[Task data — start]

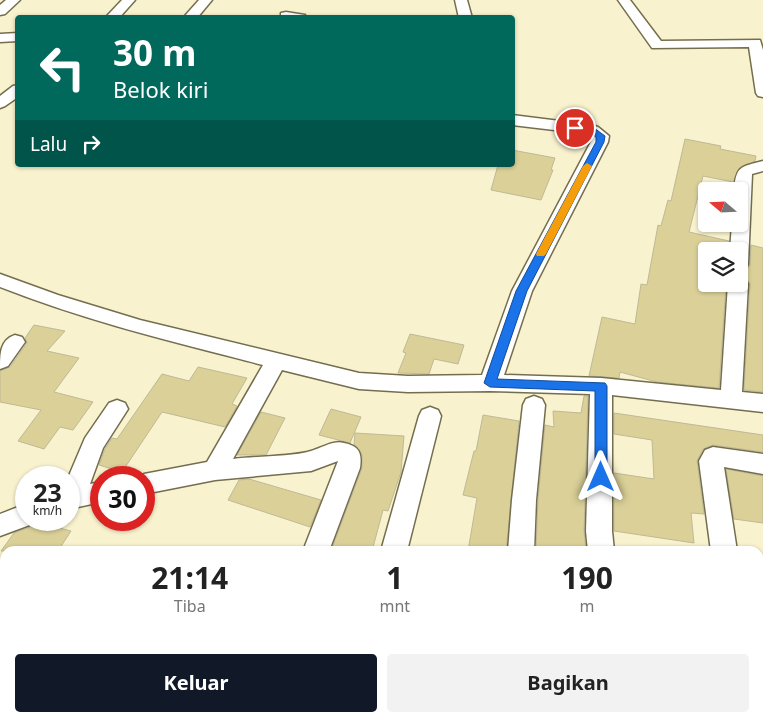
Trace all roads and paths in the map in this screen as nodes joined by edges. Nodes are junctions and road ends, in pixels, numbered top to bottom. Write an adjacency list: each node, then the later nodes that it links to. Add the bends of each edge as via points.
1 (14, 0): 6 (street)
2 (129, 0): 7 (street)
3 (206, 0): 8 (street)
4 (461, 0): 9 (street)
5 (624, 0): 12 (street, via 657,46)
6 (0, 11)
7 (114, 15)
8 (192, 15)
9 (465, 15)
10 (15, 37): 11 (street)
11 (0, 38)
12 (759, 43): 16 (street)
13 (0, 86): 14 (street)
14 (15, 88)
15 (15, 91): 17 (street)
16 (763, 93)
17 (0, 103)
18 (515, 120): 26 (street, via 592,130 600,136 600,142 522,291)
19 (763, 166): 20 (street, via 744,174)
20 (740, 242)
21 (0, 280): 25 (street, via 50,300 139,328)
22 (738, 292): 28 (street)
23 (15, 342): 24 (street)
24 (0, 361)
25 (276, 361): 26 (street, via 359,381); 34 (street)
26 (490, 383): 27 (street)
27 (601, 386): 28 (street); 42 (street)
28 (732, 399): 29 (street)
29 (763, 403)
30 (534, 405): 41 (street)
31 (117, 409): 35 (street, via 93,445)
32 (430, 416): 40 (street)
33 (763, 464): 43 (street, via 719,457 711,461)
34 (215, 470): 36 (street); 39 (street, via 311,461 337,451 348,454 350,461)
35 (80, 475)
36 (155, 482)
37 (15, 519): 38 (street)
38 (0, 525)
39 (318, 546)
40 (395, 546)
41 (521, 546)
42 (601, 546)
43 (723, 546)

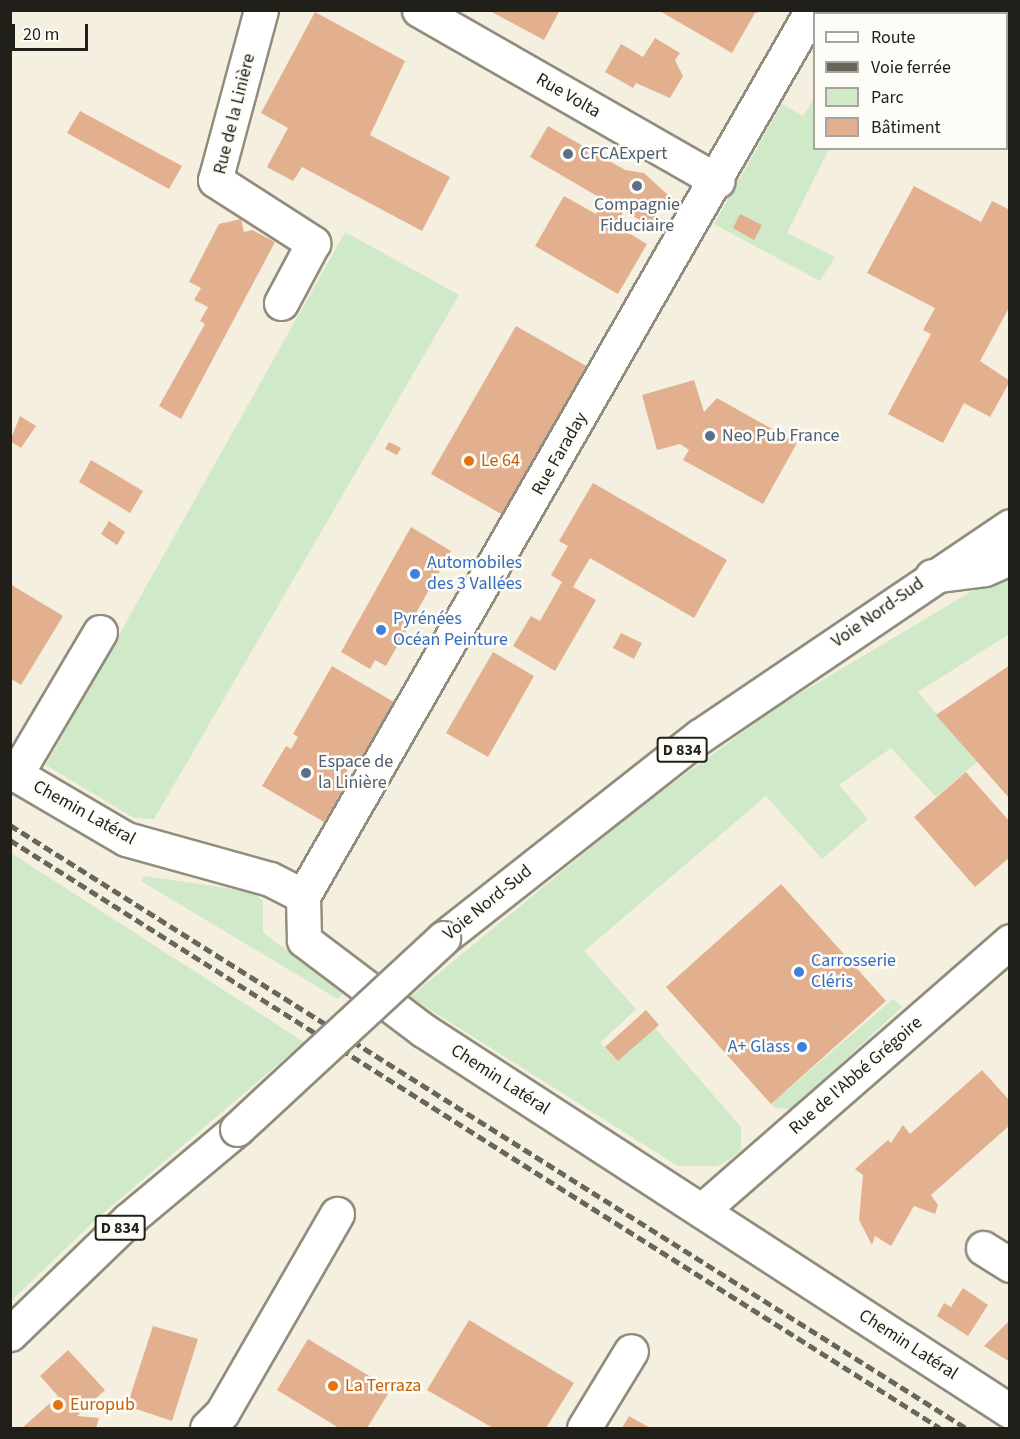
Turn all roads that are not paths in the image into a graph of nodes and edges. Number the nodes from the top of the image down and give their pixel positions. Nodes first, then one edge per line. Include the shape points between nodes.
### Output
1 (261, 10) edge
2 (419, 10) edge
3 (812, 10) edge
4 (717, 181) junction
5 (281, 303) dead end
6 (1010, 526) edge
7 (1010, 558) edge
8 (932, 576) junction
9 (100, 632) dead end
10 (13, 773) edge
11 (303, 896) junction
12 (1010, 941) edge
13 (702, 1210) junction
14 (337, 1214) dead end
15 (10, 1334) edge
16 (631, 1351) dead end
17 (1010, 1411) edge
18 (207, 1428) edge
19 (584, 1428) edge

1 - 5 street, Rue de la Linière via 215,180 313,243
2 - 4 street, Rue Volta
3 - 4 street, Rue Faraday
4 - 11 street, Rue Faraday
6 - 8 street, Voie Nord-Sud / D 834
7 - 8 street via 985,569
8 - 15 street, Voie Nord-Sud / D 834, bridge via 700,736 443,938 237,1129 129,1220
9 - 10 street
10 - 11 street, Chemin Latéral via 126,839 270,879
11 - 13 street, Chemin Latéral via 304,940 423,1030
12 - 13 street, Rue de l'Abbé Grégoire
13 - 17 street, Chemin Latéral
14 - 18 street via 222,1413
16 - 19 street

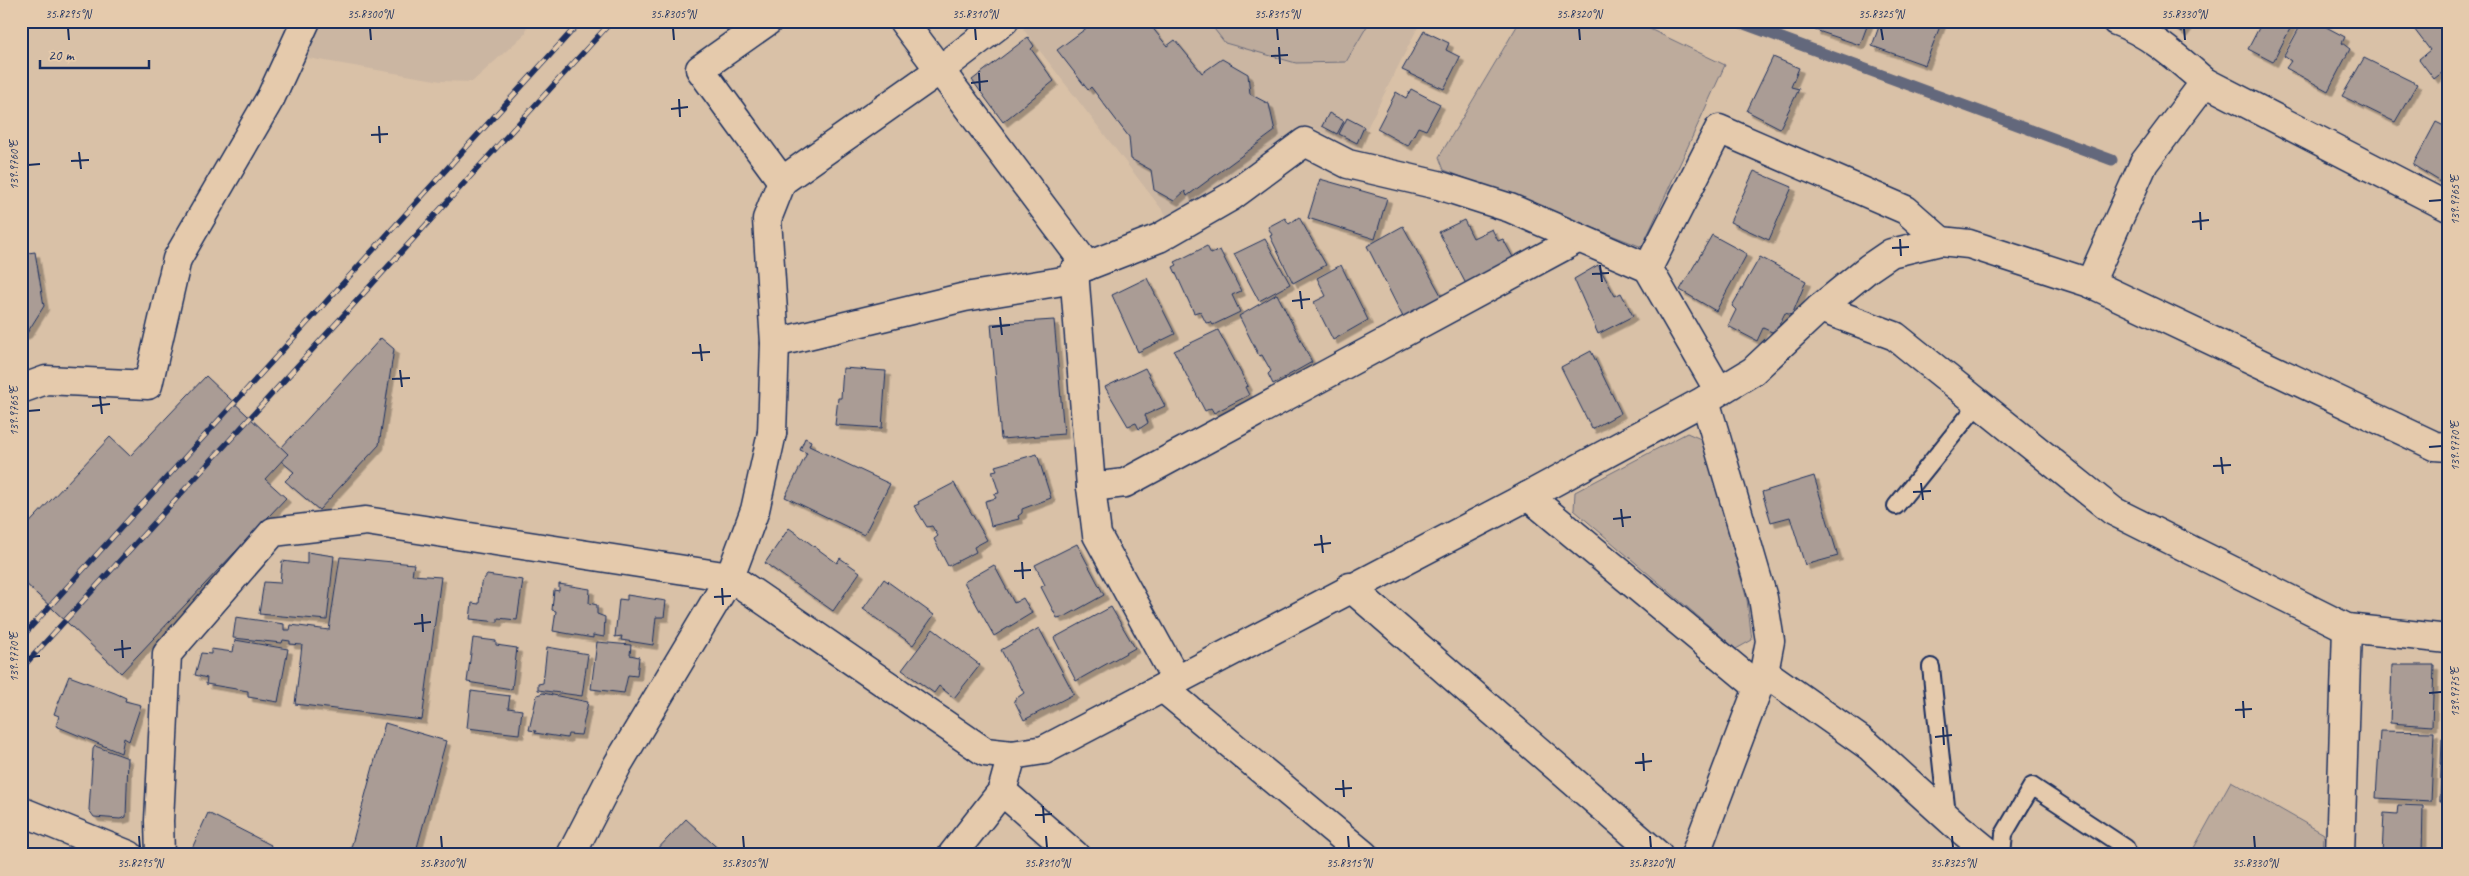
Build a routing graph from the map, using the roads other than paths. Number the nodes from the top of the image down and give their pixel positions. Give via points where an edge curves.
1 (306, 21) edge
2 (768, 21) edge
3 (903, 21) edge
4 (1004, 21) edge
5 (2116, 21) edge
6 (941, 69) junction
7 (2205, 82) junction
8 (782, 181) junction
9 (2448, 207) edge
10 (1579, 238) junction
11 (1941, 241) junction
12 (1648, 268) junction
13 (1081, 273) junction
14 (2090, 283) junction
15 (1820, 308) junction
16 (774, 343) junction
17 (21, 389) edge
18 (1712, 396) junction
19 (1978, 404) junction
20 (2448, 447) edge
21 (1090, 487) junction
22 (1528, 496) junction
23 (1896, 506) dead end
24 (730, 577) junction
25 (1350, 588) junction
26 (2347, 628) junction
27 (2448, 639) edge
28 (1931, 666) dead end
29 (1761, 679) junction
30 (1170, 685) junction
31 (1012, 755) junction
32 (1002, 791) junction
33 (21, 811) edge
34 (1947, 815) junction
35 (2126, 848) dead end
36 (129, 855) edge
37 (160, 855) edge
38 (572, 855) edge
39 (952, 855) edge
40 (1076, 855) edge
41 (1364, 855) edge
42 (1658, 855) edge
43 (1695, 855) edge
44 (1992, 855) edge
45 (2002, 855) edge
46 (2340, 855) edge

1 - 17 street via 271,97 177,259 148,386 46,380
2 - 8 street via 700,69
3 - 6 street
4 - 6 street
5 - 7 street via 2171,53
6 - 8 street
6 - 13 street
7 - 9 street
7 - 14 street via 2144,163
8 - 16 street via 767,219
10 - 12 street
10 - 13 street via 1492,202 1348,164 1305,142 1232,196 1159,238
10 - 21 street via 1125,483
11 - 12 street via 1906,210 1719,129
11 - 14 street via 1969,244
11 - 15 street via 1892,253
12 - 18 street
13 - 16 street via 964,297
13 - 21 street
14 - 20 street via 2435,446
15 - 18 street via 1753,371
15 - 19 street via 1895,336
16 - 24 street via 772,433 755,510
18 - 22 street
18 - 29 street via 1763,598 1770,641
19 - 23 lane
19 - 26 street via 2113,511
21 - 30 street via 1097,535
22 - 25 street
22 - 29 street
24 - 31 street via 985,752
24 - 37 street via 366,522 273,532 167,654
24 - 38 street via 618,764
25 - 30 street
25 - 42 street
26 - 27 street
26 - 46 street
28 - 34 lane
29 - 34 street via 1869,746
29 - 43 street
30 - 31 street via 1044,750
30 - 41 street
31 - 32 street
32 - 39 street
32 - 40 street
33 - 36 street
34 - 44 street
35 - 45 lane via 2032,786 2004,834

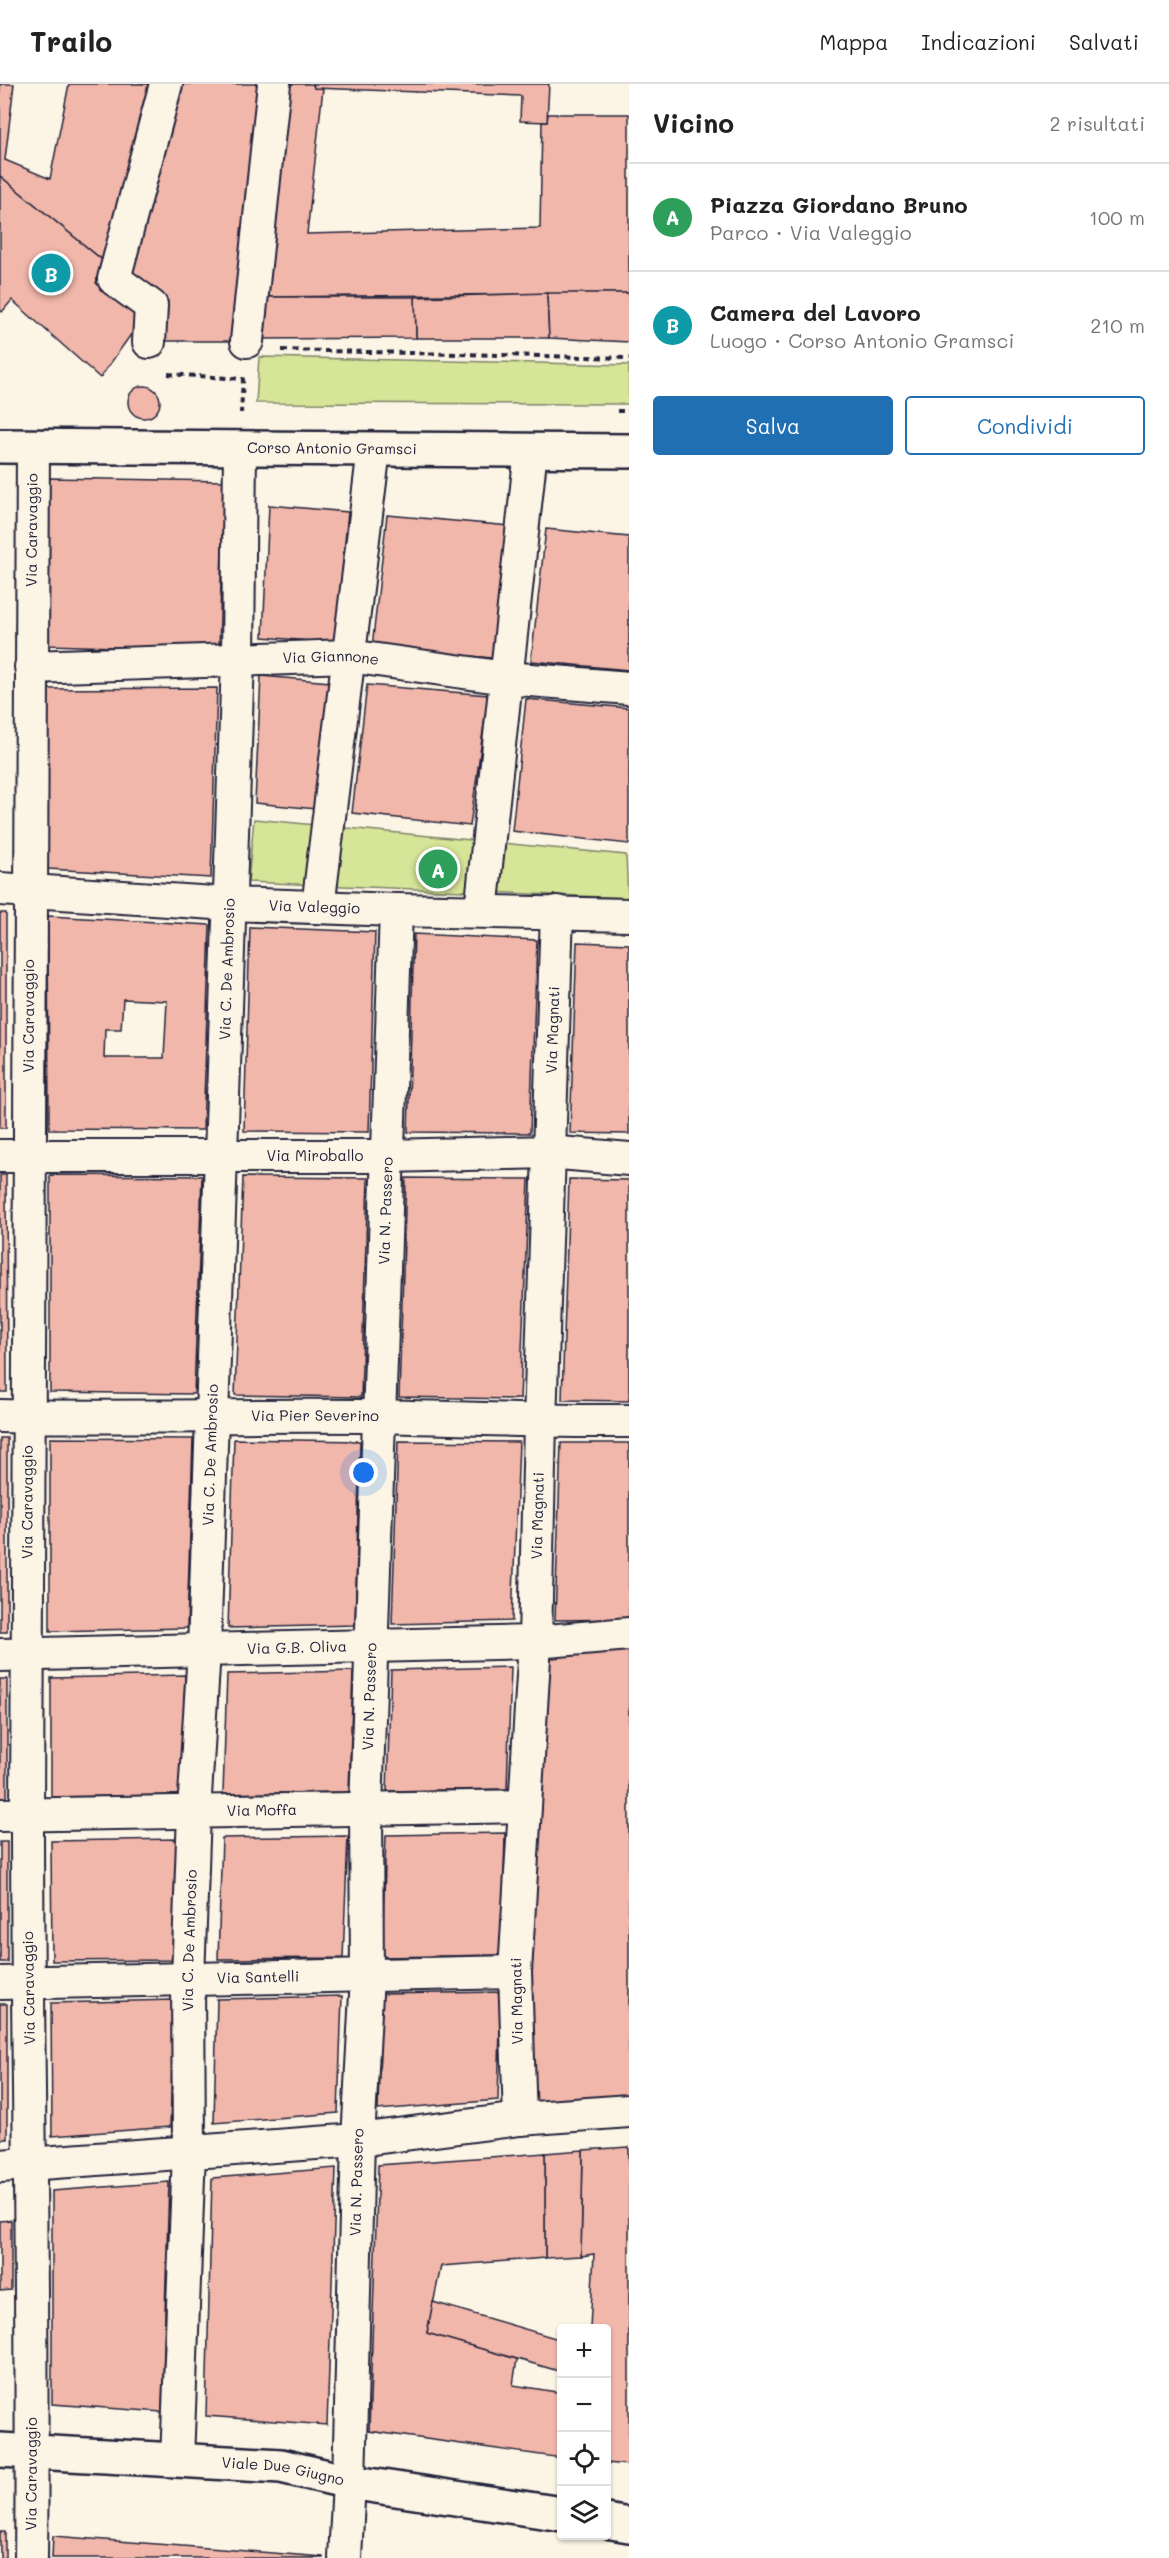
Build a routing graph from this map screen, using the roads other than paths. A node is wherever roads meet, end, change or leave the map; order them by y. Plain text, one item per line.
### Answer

[Task data — finish]

Goal of the exercise: Provide an exact copy of only the lines from the beginning of the entries through the line containing "Turn all roads", both ends included, with no pictures.

Answer box:
Trace all roads and paths in the map in this screen as nodes joined by edges. Nodes are junctions and road ends, in pixels, numbered top to bottom. Write an adjacency list: each node, then the later nodes that it links to. Add the bends of each edge as via points.
1 (14, 0): 6 (street)
2 (129, 0): 7 (street)
3 (206, 0): 8 (street)
4 (461, 0): 9 (street)
5 (624, 0): 12 (street, via 657,46)
6 (0, 11)
7 (114, 15)
8 (192, 15)
9 (465, 15)
10 (15, 37): 11 (street)
11 (0, 38)
12 (759, 43): 16 (street)
13 (0, 86): 14 (street)
14 (15, 88)
15 (15, 91): 17 (street)
16 (763, 93)
17 (0, 103)
18 (515, 120): 26 (street, via 592,130 600,136 600,142 522,291)
19 (763, 166): 20 (street, via 744,174)
20 (740, 242)
21 (0, 280): 25 (street, via 50,300 139,328)
22 (738, 292): 28 (street)
23 (15, 342): 24 (street)
24 (0, 361)
25 (276, 361): 26 (street, via 359,381); 34 (street)
26 (490, 383): 27 (street)
27 (601, 386): 28 (street); 42 (street)
28 (732, 399): 29 (street)
29 (763, 403)
30 (534, 405): 41 (street)
31 (117, 409): 35 (street, via 93,445)
32 (430, 416): 40 (street)
33 (763, 464): 43 (street, via 719,457 711,461)
34 (215, 470): 36 (street); 39 (street, via 311,461 337,451 348,454 350,461)
35 (80, 475)
36 (155, 482)
37 (15, 519): 38 (street)
38 (0, 525)
39 (318, 546)
40 (395, 546)
41 (521, 546)
42 (601, 546)
43 (723, 546)

Turn all roads that are not paths in the image into a graph of nodes and edges. Number the nodes from the top of the image down and give their pixel positions. Nodes first, then one edge per line. Include the shape points between nodes.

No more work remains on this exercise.